#### Records shown

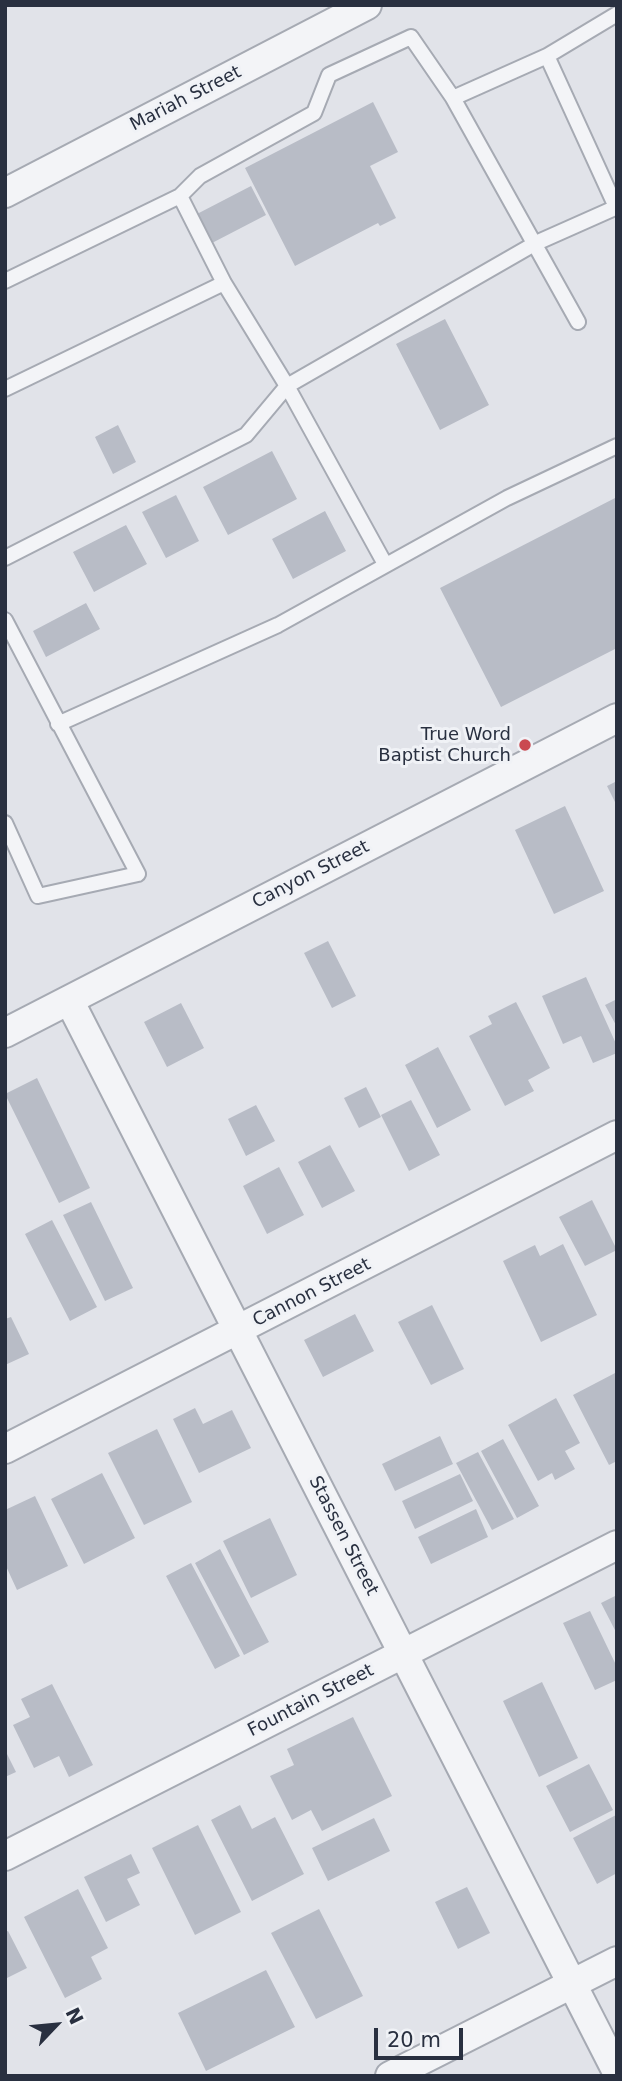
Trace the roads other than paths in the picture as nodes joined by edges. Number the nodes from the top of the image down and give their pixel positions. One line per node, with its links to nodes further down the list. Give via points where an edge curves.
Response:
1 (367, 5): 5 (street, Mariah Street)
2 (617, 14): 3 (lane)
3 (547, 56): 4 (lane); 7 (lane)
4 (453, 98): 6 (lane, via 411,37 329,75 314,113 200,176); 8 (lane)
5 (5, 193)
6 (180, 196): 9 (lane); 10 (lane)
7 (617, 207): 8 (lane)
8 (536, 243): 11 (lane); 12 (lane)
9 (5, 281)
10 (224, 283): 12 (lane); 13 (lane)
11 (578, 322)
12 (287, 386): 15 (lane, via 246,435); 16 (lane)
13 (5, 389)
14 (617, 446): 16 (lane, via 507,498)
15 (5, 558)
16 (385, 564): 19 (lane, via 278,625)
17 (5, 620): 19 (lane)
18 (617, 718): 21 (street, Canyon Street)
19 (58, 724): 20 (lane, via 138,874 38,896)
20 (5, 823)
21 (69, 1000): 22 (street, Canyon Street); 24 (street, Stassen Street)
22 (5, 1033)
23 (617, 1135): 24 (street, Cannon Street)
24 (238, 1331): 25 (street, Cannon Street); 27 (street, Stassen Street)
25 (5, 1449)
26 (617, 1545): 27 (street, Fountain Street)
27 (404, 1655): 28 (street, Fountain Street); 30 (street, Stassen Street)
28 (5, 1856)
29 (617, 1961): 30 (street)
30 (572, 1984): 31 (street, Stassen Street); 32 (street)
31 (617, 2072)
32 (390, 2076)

########

> **What you will do**
Give all the records again, exactly, without images.

> **Answer to the problem**
Trace the roads other than paths in the picture as nodes joined by edges. Number the nodes from the top of the image down and give their pixel positions. One line per node, with its links to nodes further down the list. Give via points where an edge curves.
Response:
1 (367, 5): 5 (street, Mariah Street)
2 (617, 14): 3 (lane)
3 (547, 56): 4 (lane); 7 (lane)
4 (453, 98): 6 (lane, via 411,37 329,75 314,113 200,176); 8 (lane)
5 (5, 193)
6 (180, 196): 9 (lane); 10 (lane)
7 (617, 207): 8 (lane)
8 (536, 243): 11 (lane); 12 (lane)
9 (5, 281)
10 (224, 283): 12 (lane); 13 (lane)
11 (578, 322)
12 (287, 386): 15 (lane, via 246,435); 16 (lane)
13 (5, 389)
14 (617, 446): 16 (lane, via 507,498)
15 (5, 558)
16 (385, 564): 19 (lane, via 278,625)
17 (5, 620): 19 (lane)
18 (617, 718): 21 (street, Canyon Street)
19 (58, 724): 20 (lane, via 138,874 38,896)
20 (5, 823)
21 (69, 1000): 22 (street, Canyon Street); 24 (street, Stassen Street)
22 (5, 1033)
23 (617, 1135): 24 (street, Cannon Street)
24 (238, 1331): 25 (street, Cannon Street); 27 (street, Stassen Street)
25 (5, 1449)
26 (617, 1545): 27 (street, Fountain Street)
27 (404, 1655): 28 (street, Fountain Street); 30 (street, Stassen Street)
28 (5, 1856)
29 (617, 1961): 30 (street)
30 (572, 1984): 31 (street, Stassen Street); 32 (street)
31 (617, 2072)
32 (390, 2076)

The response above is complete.